SEGUNDO: Notifíquese a las partes en la forma prevista en el artículo 30 del Decreto 2591 de 1991.
TERCERO: Si no fuere impugnada, dentro de los 10 días siguientes a la ejecutoria de esta providencia, remítase el expediente a la Corte Constitucional para su eventual revisión y devuélvase el expediente 0500013333002201800259, allegado a esta Corporación en calidad de préstamo por parte del Juzgado Segundo Administrativo del Circuito Judicial de Medellín.
NOTIFÍQUESE Y CÚMPLASE LUIS ALBERTO ÁLVAREZ PARRA Presidente ROCÍO ARAÚJO OÑATE Magistrada LUCY JEANNETTE BERMÚDEZ BERMÚDEZ Magistrada CARLOS ENRIQUE MORENO RUBIO Magistrado ----------------------- [1] La acción de tutela se presentó el 6 de febrero de 2020 mediante mensaje de texto enviado vía corro electrónico y fue recibida en el despacho el 11 del mismo mes y año. [2] Folios 6 y 6vto. del expediente. [3] Folio 66 del expediente. [4] Folios 68 a 73 del expediente. [5] “Por el cual se reglamenta la acción de tutela consagrada en el artículo 86 de la Constitución Política.” [6] “Por medio del cual se expide el Decreto Único Reglamentario del Sector Justicia y del Derecho.” [7] Sala Plena del Consejo de Estado.
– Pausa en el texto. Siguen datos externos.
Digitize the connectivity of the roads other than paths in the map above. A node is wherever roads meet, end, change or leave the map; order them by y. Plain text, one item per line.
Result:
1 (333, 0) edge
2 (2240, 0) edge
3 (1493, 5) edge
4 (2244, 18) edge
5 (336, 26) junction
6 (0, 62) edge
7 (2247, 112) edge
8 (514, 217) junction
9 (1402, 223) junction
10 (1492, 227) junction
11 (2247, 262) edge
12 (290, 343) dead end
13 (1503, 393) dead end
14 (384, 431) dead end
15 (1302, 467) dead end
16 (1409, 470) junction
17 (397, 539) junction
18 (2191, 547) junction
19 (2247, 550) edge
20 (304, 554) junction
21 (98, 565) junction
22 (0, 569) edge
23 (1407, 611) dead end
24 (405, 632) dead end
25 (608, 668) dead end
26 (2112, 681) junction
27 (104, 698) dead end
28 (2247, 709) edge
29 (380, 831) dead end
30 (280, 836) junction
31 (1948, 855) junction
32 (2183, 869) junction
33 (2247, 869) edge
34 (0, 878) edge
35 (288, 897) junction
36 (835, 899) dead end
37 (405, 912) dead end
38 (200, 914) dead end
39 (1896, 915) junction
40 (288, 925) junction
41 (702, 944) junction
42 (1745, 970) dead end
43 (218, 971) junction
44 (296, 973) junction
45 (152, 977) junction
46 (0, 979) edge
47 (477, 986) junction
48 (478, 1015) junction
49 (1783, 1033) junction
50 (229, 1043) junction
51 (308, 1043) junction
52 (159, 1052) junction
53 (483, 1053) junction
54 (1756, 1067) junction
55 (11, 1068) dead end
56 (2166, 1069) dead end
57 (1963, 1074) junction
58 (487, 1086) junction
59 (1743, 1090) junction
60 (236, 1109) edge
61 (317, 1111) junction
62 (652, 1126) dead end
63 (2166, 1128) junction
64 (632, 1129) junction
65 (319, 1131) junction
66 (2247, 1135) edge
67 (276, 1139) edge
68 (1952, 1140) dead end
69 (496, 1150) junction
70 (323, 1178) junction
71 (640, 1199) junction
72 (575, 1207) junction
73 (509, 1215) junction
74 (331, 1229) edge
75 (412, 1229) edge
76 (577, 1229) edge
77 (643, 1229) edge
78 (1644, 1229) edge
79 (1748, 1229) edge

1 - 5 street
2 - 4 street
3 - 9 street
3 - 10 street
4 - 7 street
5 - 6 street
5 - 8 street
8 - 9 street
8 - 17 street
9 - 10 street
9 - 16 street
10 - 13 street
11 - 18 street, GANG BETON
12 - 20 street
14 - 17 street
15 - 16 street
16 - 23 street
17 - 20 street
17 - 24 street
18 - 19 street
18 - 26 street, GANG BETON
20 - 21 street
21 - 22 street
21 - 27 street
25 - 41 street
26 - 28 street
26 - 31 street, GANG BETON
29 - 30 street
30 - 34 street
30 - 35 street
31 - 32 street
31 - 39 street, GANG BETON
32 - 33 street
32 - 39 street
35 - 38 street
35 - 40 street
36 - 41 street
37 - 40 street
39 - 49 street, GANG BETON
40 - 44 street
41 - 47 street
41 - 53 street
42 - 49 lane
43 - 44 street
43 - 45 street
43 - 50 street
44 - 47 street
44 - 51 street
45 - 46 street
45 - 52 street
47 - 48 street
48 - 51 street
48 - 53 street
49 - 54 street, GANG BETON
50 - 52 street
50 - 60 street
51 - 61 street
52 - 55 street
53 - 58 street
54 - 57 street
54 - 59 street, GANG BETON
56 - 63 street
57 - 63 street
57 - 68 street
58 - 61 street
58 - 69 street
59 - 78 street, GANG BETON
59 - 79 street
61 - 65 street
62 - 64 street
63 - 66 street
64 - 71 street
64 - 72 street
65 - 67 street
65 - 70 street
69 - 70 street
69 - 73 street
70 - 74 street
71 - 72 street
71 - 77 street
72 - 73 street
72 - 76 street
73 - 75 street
Exp. No. 11001-03-15-000-2009-01328- 01. Acción de tutela - Importancia jurídica. Actora: Nery Germania Álvarez Bello. M.P.: María Elizabeth García González. [8] El recuento de esos criterios se encuentra de páginas 13 a 50 del fallo de la Sala Plena antes reseñado. [9] Entre otras en las T-949 del 16 de octubre de 2003, T-774 del 13 de agosto de 2004 y C-590 de 2005. [10] De acuerdo con las constancias que se pueden verificar en los folios 354 y 355 del cuaderno principal del expediente del proceso ordinario allegado en calidad de préstamo. [11] Corte Constitucional, Sentencia C-543 de 1992. [12] Corte Constitucional, Sentencia T-315 de 2005, M.P. Jaime Córdoba Triviño [13] Revisar, entre otros, la providencia proferida el 12 de noviembre de 2015, en el proceso No. 11001-03-15-000-2015-01471-01, actor Jaime Rodríguez Forero.
Consejera Ponente Dra. Lucy Jeannette Bermúdez Bermúdez o la sentencia del 13 de febrero de 2020, expediente 11001-03-15-000-2020- 00073-00, con ponencia del Dr. Carlos Enrique Moreno Rubio. [14] Frente a este aspecto puede revisarse, entre otras, la sentencia del 27 de junio de 2019, radicación 11001-03-15-000-2018-03784-01, con ponencia del Dr. Carlos Enrique Moreno Rubio y la providencia del 27 de noviembre de 2019, radicación 11001-03-15-000-201904312-00 con ponencia de la magistrada Rocío Araújo Oñate.